Senato'daki Mahremiyet, Teknoloji ve Hukuk alt komitesinde yer alan Cumhuriyetçi Güney Carolina Senatörü Lindsey Graham... Ömründe hiç e-mail göndermediğini söyledi dün.
Düşünün ki günümüz gençleri, e-mail'i çoktan geride bırakmışken bu adam e-mail dahi kullanmıyor.
Mesele şu: Güney Carolina halkının çoğunluğu, kendisini temsil etmesi için Graham'ı seçebilir elbette. Demokratik haklarıdır. Kimse karışamaz. Ancak bu tip kişilerin çıkardığı kanundan hayır gelir mi? Twitter kuşağı, o kanunu benimser mi?
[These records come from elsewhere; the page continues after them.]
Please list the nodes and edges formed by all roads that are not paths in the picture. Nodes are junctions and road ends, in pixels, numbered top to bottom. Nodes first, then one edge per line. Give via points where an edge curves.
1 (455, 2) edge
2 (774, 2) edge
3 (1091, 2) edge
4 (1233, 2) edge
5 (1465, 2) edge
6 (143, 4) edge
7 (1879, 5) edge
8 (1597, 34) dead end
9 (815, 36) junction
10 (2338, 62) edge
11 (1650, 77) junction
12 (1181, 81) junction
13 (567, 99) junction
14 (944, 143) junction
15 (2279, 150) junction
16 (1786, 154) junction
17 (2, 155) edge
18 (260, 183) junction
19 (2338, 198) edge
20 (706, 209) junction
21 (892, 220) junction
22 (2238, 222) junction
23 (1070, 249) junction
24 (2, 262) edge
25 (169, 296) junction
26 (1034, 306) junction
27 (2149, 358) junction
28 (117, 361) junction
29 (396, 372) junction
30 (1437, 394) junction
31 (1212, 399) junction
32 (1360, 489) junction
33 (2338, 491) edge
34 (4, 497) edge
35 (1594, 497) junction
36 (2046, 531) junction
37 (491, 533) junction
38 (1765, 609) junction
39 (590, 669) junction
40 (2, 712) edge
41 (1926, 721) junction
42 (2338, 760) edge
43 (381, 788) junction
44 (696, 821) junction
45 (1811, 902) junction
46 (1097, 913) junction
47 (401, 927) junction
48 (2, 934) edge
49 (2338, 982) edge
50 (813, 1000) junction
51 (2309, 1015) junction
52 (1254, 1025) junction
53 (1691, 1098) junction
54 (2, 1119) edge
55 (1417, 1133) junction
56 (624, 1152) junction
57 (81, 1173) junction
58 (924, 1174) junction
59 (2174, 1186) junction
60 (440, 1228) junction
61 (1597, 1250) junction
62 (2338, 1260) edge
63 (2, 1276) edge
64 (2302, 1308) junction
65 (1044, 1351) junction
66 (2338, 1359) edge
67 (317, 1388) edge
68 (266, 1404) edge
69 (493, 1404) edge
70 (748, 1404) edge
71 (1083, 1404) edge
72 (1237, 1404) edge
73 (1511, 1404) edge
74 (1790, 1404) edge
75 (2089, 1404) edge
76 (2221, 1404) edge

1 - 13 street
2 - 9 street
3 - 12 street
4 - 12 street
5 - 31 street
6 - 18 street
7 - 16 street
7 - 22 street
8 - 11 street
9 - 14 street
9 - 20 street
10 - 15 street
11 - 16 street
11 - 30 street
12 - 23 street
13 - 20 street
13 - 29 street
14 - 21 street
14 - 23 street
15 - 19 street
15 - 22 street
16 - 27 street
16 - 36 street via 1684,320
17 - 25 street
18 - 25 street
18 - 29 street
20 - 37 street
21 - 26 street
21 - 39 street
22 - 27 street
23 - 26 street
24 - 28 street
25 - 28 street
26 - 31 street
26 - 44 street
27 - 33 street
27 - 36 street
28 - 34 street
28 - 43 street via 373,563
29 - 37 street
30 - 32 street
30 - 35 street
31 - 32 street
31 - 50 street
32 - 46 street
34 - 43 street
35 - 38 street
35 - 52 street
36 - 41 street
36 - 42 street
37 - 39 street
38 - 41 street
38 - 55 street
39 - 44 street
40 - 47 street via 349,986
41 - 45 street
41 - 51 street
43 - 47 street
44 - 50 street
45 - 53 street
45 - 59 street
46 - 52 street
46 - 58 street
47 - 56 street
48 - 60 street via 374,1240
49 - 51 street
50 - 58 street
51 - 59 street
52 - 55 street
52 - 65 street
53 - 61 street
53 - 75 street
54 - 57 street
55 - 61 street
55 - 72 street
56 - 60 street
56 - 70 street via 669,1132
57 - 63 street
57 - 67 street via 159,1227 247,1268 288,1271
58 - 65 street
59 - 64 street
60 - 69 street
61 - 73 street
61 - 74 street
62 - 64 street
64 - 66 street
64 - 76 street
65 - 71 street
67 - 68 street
İnternet, halkı çoktan ikiye ayırdı. Pek yakında hem ülkeler, hem de halklar, robot teknolojisine hâkim olanlar ve olmayanlar diye bölünecek.
Baş döndürücü bir hızla ilerleyen bilim ve teknolojiye uyum sağlamış kesimle, sağlamamışlar arasında hatırı sayılır bir çıkar çatışması başlayacak.
Bence demokratik temsilin ve kanun yapma biçiminin değişeceği bir çağa doğru ilerliyoruz.
Not: Bu yazıyı unutmayın. Günü geldiğinde hatırlatacağım.